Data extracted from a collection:

══════════════════════════════

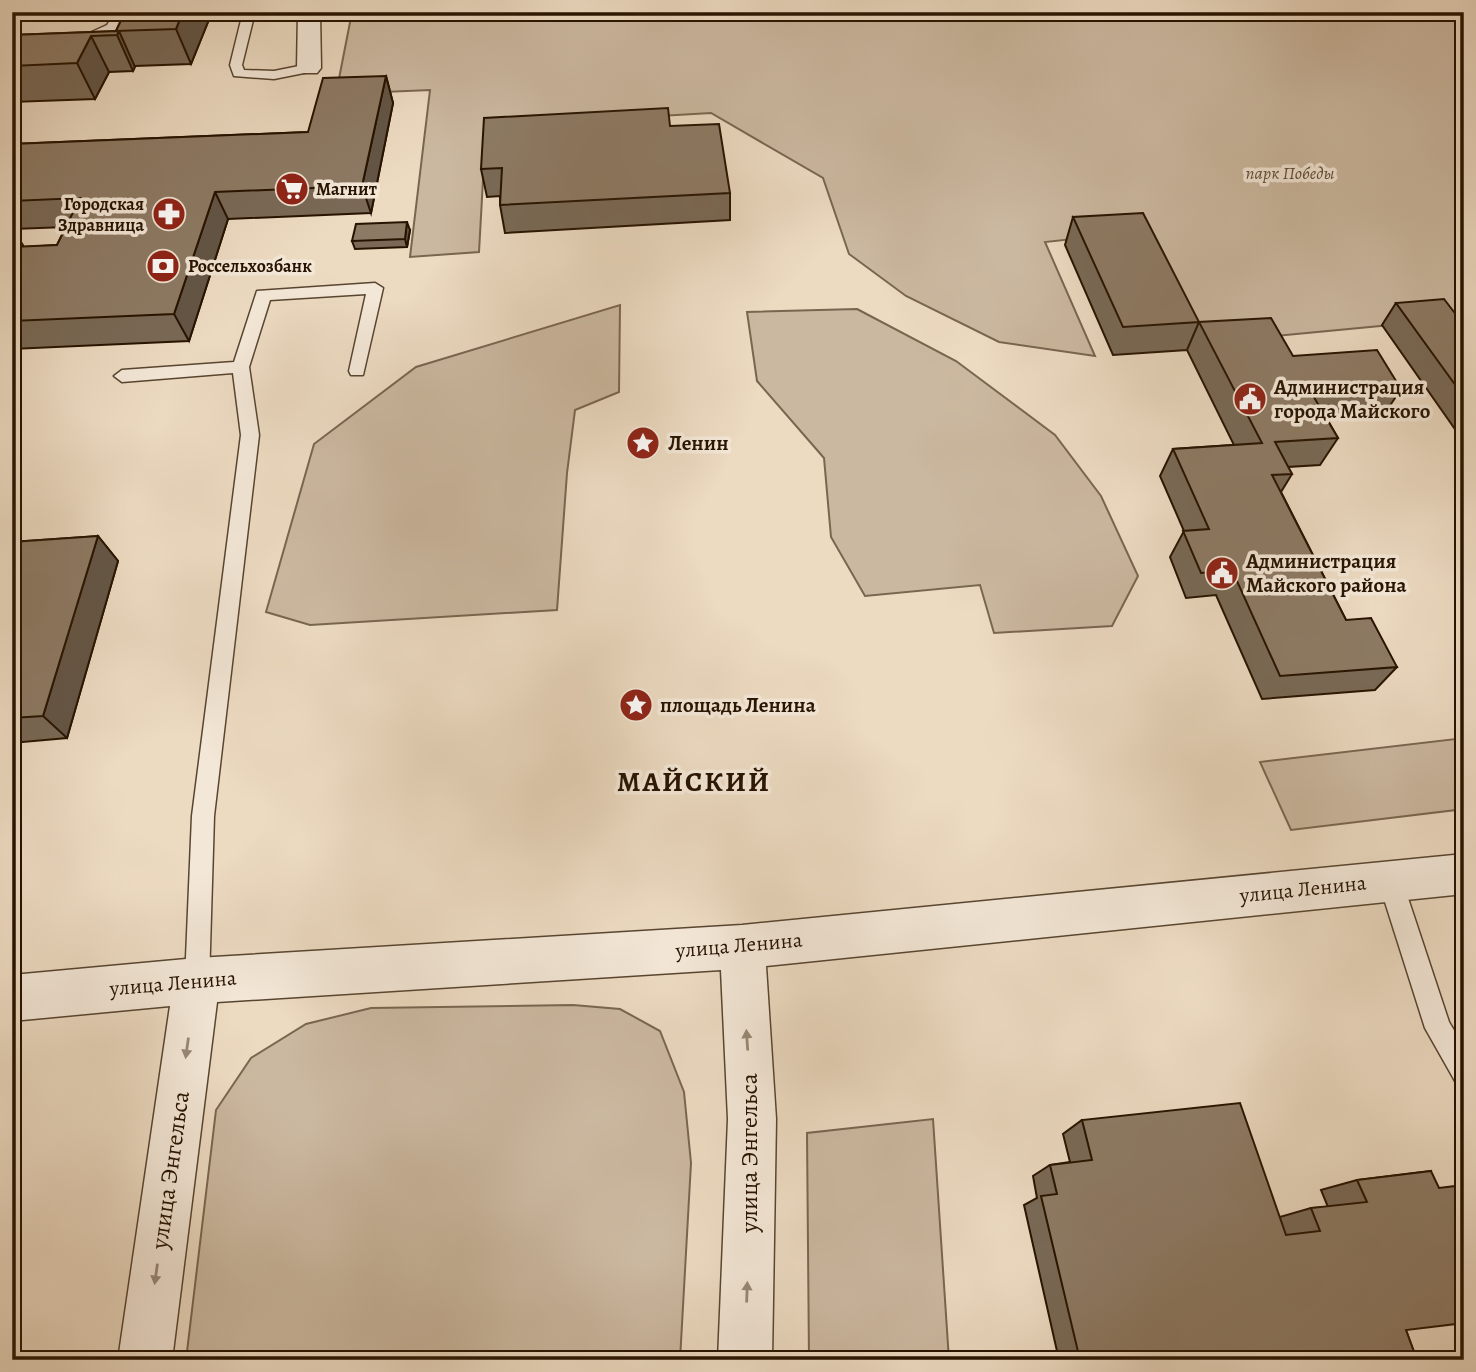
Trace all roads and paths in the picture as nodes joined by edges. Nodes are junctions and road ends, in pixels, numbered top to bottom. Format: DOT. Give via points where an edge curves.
graph roads {
  1 [pos="121,12"];
  2 [pos="249,12"];
  3 [pos="309,12"];
  4 [pos="66,49"];
  5 [pos="309,68"];
  6 [pos="241,367"];
  7 [pos="358,371"];
  8 [pos="122,376"];
  9 [pos="1464,874"];
  10 [pos="1390,880"];
  11 [pos="742,947"];
  12 [pos="197,981"];
  13 [pos="12,998"];
  14 [pos="1464,1072"];
  15 [pos="145,1360"];
  16 [pos="745,1360"];
  1 -- 4 [label="lane" via="112,27"];
  2 -- 5 [label="lane" via="236,65 239,73 265,77"];
  3 -- 5 [label="street"];
  6 -- 7 [label="lane" via="263,295 375,288"];
  6 -- 8 [label="lane"];
  6 -- 12 [label="lane" via="250,435 203,816"];
  9 -- 10 [label="street, улица Ленина"];
  10 -- 11 [label="street, улица Ленина"];
  10 -- 14 [label="lane" via="1438,1028"];
  11 -- 12 [label="street, улица Ленина"];
  16 -- 11 [label="street, улица Энгельса, one-way" via="752,1119"];
  12 -- 13 [label="street, улица Ленина"];
  12 -- 15 [label="street, улица Энгельса, one-way"];
}
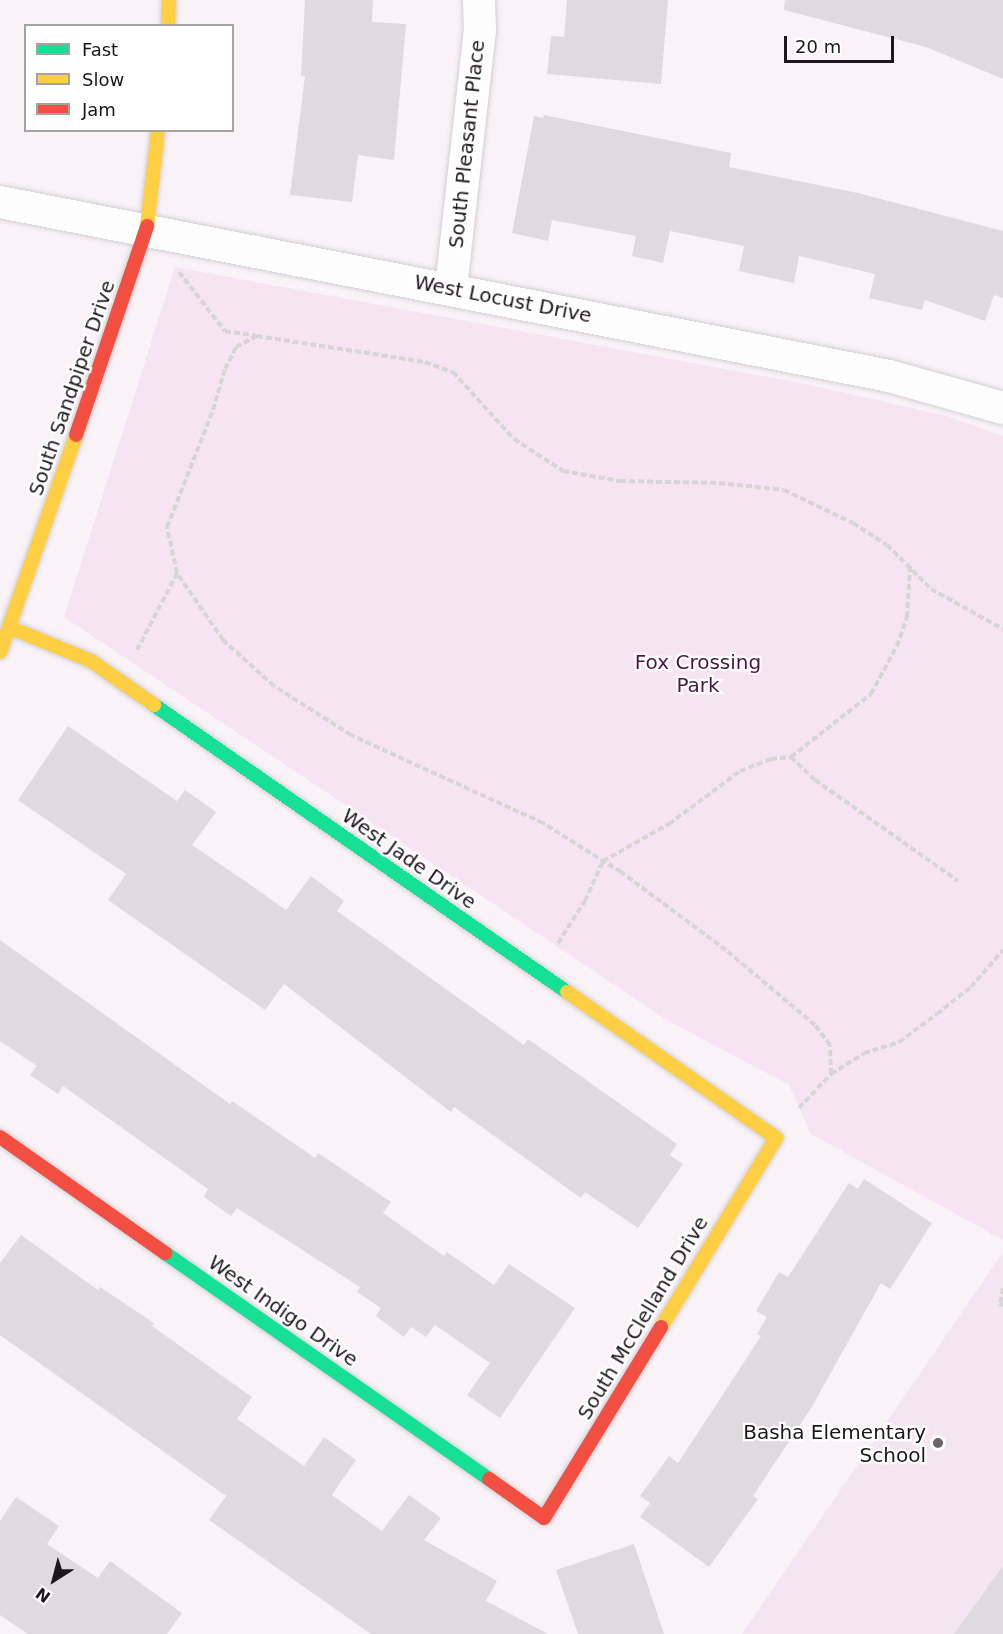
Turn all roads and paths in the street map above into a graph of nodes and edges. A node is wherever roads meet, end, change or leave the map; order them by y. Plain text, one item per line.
1 (169, 0) edge
2 (479, 0) edge
3 (168, 24) edge
4 (158, 132) edge
5 (0, 202) edge
6 (147, 230) junction
7 (175, 267) dead end
8 (451, 288) junction
9 (257, 336) junction
10 (1003, 408) edge
11 (910, 566) junction
12 (177, 573) junction
13 (11, 628) junction
14 (1003, 629) edge
15 (0, 652) edge
16 (135, 652) dead end
17 (791, 757) junction
18 (603, 861) junction
19 (958, 881) dead end
20 (556, 946) dead end
21 (1003, 950) edge
22 (831, 1074) junction
23 (800, 1108) dead end
24 (0, 1137) edge
25 (776, 1138) joint
26 (1003, 1288) edge
27 (1003, 1305) edge
28 (544, 1518) joint

1 - 3 street
2 - 8 street, South Pleasant Place
4 - 6 street, South Sandpiper Drive
5 - 6 street, West Locust Drive
6 - 8 street, West Locust Drive
6 - 13 street, South Sandpiper Drive
7 - 9 path
8 - 10 street, West Locust Drive
9 - 11 path
9 - 12 path
11 - 14 path
11 - 17 path
12 - 16 path
12 - 18 path
13 - 15 street, South Sandpiper Drive
13 - 25 street, West Jade Drive
17 - 18 path
17 - 19 path
18 - 20 path
18 - 22 path
21 - 22 path
22 - 23 path
24 - 28 street, West Indigo Drive
25 - 28 street, South McClelland Drive
26 - 27 path

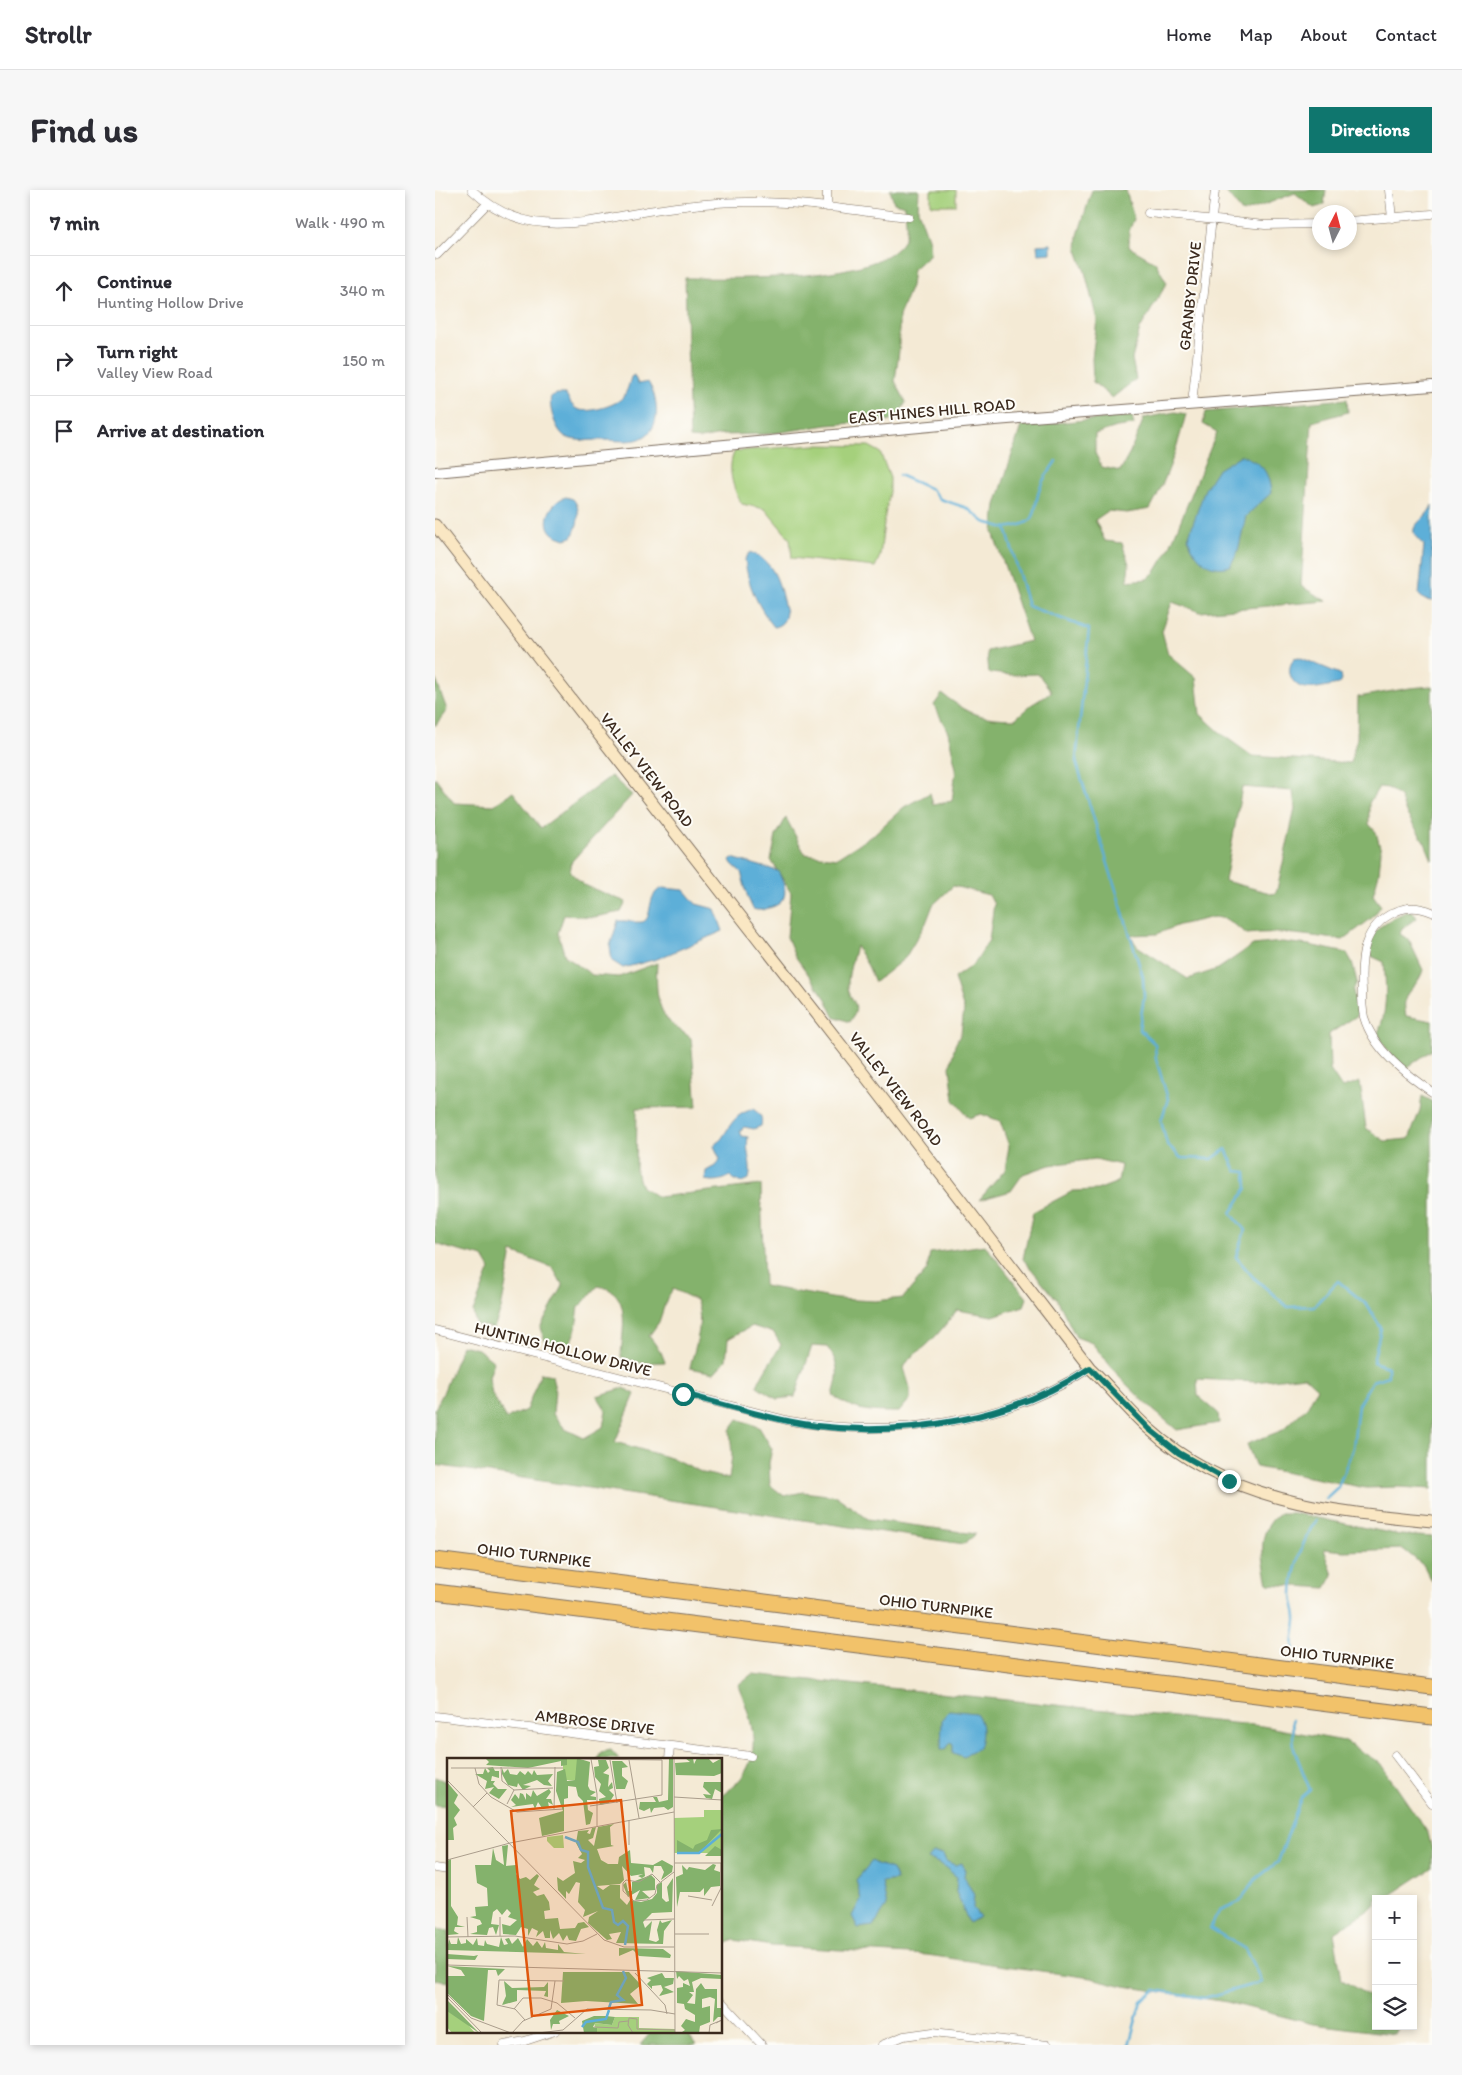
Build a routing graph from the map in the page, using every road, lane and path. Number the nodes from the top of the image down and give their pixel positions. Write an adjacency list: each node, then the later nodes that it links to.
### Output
1 (472, 190): 5 (street)
2 (827, 190): 6 (street)
3 (1215, 190): 11 (street, GRANBY DRIVE)
4 (1389, 190): 10 (street)
5 (487, 204): 6 (street); 14 (street)
6 (827, 208): 9 (street)
7 (1148, 212): 11 (street)
8 (1432, 214): 10 (street)
9 (909, 217)
10 (1393, 218): 12 (street)
11 (1212, 220): 13 (street); 16 (street, GRANBY DRIVE)
12 (1357, 220)
13 (1312, 224)
14 (437, 255)
15 (1432, 386): 16 (street, EAST HINES HILL ROAD)
16 (1193, 404): 17 (street, EAST HINES HILL ROAD)
17 (435, 472)
18 (435, 525): 22 (main road, VALLEY VIEW ROAD)
19 (1432, 912): 20 (street)
20 (1432, 1092)
21 (435, 1330): 22 (street, HUNTING HOLLOW DRIVE)
22 (1090, 1368): 23 (main road, VALLEY VIEW ROAD)
23 (1432, 1521)
24 (435, 1560): 26 (highway, OHIO TURNPIKE)
25 (435, 1592): 28 (highway)
26 (1432, 1686)
27 (435, 1716): 29 (street, AMBROSE DRIVE)
28 (1432, 1718)
29 (670, 1747): 30 (street, AMBROSE DRIVE); 32 (street)
30 (751, 1756)
31 (1395, 1756): 33 (street)
32 (669, 1758)
33 (1432, 1804)
34 (723, 2003): 37 (street)
35 (552, 2032): 36 (street)
36 (504, 2045)
37 (762, 2045)
38 (882, 2045): 39 (street)
39 (1048, 2045)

══════════════════════════════

→ Task instructions:
Please restate each entry exactly, but drop any picture it holds.

→ Written reply:
Trace all roads and paths in the picture as nodes joined by edges. Nodes are junctions and road ends, in pixels, numbered top to bottom. Format: DOT. Give via points where an edge curves.
graph roads {
  1 [pos="121,12"];
  2 [pos="249,12"];
  3 [pos="309,12"];
  4 [pos="66,49"];
  5 [pos="309,68"];
  6 [pos="241,367"];
  7 [pos="358,371"];
  8 [pos="122,376"];
  9 [pos="1464,874"];
  10 [pos="1390,880"];
  11 [pos="742,947"];
  12 [pos="197,981"];
  13 [pos="12,998"];
  14 [pos="1464,1072"];
  15 [pos="145,1360"];
  16 [pos="745,1360"];
  1 -- 4 [label="lane" via="112,27"];
  2 -- 5 [label="lane" via="236,65 239,73 265,77"];
  3 -- 5 [label="street"];
  6 -- 7 [label="lane" via="263,295 375,288"];
  6 -- 8 [label="lane"];
  6 -- 12 [label="lane" via="250,435 203,816"];
  9 -- 10 [label="street, улица Ленина"];
  10 -- 11 [label="street, улица Ленина"];
  10 -- 14 [label="lane" via="1438,1028"];
  11 -- 12 [label="street, улица Ленина"];
  16 -- 11 [label="street, улица Энгельса, one-way" via="752,1119"];
  12 -- 13 [label="street, улица Ленина"];
  12 -- 15 [label="street, улица Энгельса, one-way"];
}
Turn all roads and paths in the street map above into a graph of nodes and edges. A node is wherever roads meet, end, change or leave the map; order them by y. Plain text, one item per line.
1 (169, 0) edge
2 (479, 0) edge
3 (168, 24) edge
4 (158, 132) edge
5 (0, 202) edge
6 (147, 230) junction
7 (175, 267) dead end
8 (451, 288) junction
9 (257, 336) junction
10 (1003, 408) edge
11 (910, 566) junction
12 (177, 573) junction
13 (11, 628) junction
14 (1003, 629) edge
15 (0, 652) edge
16 (135, 652) dead end
17 (791, 757) junction
18 (603, 861) junction
19 (958, 881) dead end
20 (556, 946) dead end
21 (1003, 950) edge
22 (831, 1074) junction
23 (800, 1108) dead end
24 (0, 1137) edge
25 (776, 1138) joint
26 (1003, 1288) edge
27 (1003, 1305) edge
28 (544, 1518) joint

1 - 3 street
2 - 8 street, South Pleasant Place
4 - 6 street, South Sandpiper Drive
5 - 6 street, West Locust Drive
6 - 8 street, West Locust Drive
6 - 13 street, South Sandpiper Drive
7 - 9 path
8 - 10 street, West Locust Drive
9 - 11 path
9 - 12 path
11 - 14 path
11 - 17 path
12 - 16 path
12 - 18 path
13 - 15 street, South Sandpiper Drive
13 - 25 street, West Jade Drive
17 - 18 path
17 - 19 path
18 - 20 path
18 - 22 path
21 - 22 path
22 - 23 path
24 - 28 street, West Indigo Drive
25 - 28 street, South McClelland Drive
26 - 27 path

Build a routing graph from the map in the page, using every road, lane and path. Number the nodes from the top of the image down and give their pixel positions. Write an adjacency list: each node, then the later nodes that it links to.
### Output
1 (472, 190): 5 (street)
2 (827, 190): 6 (street)
3 (1215, 190): 11 (street, GRANBY DRIVE)
4 (1389, 190): 10 (street)
5 (487, 204): 6 (street); 14 (street)
6 (827, 208): 9 (street)
7 (1148, 212): 11 (street)
8 (1432, 214): 10 (street)
9 (909, 217)
10 (1393, 218): 12 (street)
11 (1212, 220): 13 (street); 16 (street, GRANBY DRIVE)
12 (1357, 220)
13 (1312, 224)
14 (437, 255)
15 (1432, 386): 16 (street, EAST HINES HILL ROAD)
16 (1193, 404): 17 (street, EAST HINES HILL ROAD)
17 (435, 472)
18 (435, 525): 22 (main road, VALLEY VIEW ROAD)
19 (1432, 912): 20 (street)
20 (1432, 1092)
21 (435, 1330): 22 (street, HUNTING HOLLOW DRIVE)
22 (1090, 1368): 23 (main road, VALLEY VIEW ROAD)
23 (1432, 1521)
24 (435, 1560): 26 (highway, OHIO TURNPIKE)
25 (435, 1592): 28 (highway)
26 (1432, 1686)
27 (435, 1716): 29 (street, AMBROSE DRIVE)
28 (1432, 1718)
29 (670, 1747): 30 (street, AMBROSE DRIVE); 32 (street)
30 (751, 1756)
31 (1395, 1756): 33 (street)
32 (669, 1758)
33 (1432, 1804)
34 (723, 2003): 37 (street)
35 (552, 2032): 36 (street)
36 (504, 2045)
37 (762, 2045)
38 (882, 2045): 39 (street)
39 (1048, 2045)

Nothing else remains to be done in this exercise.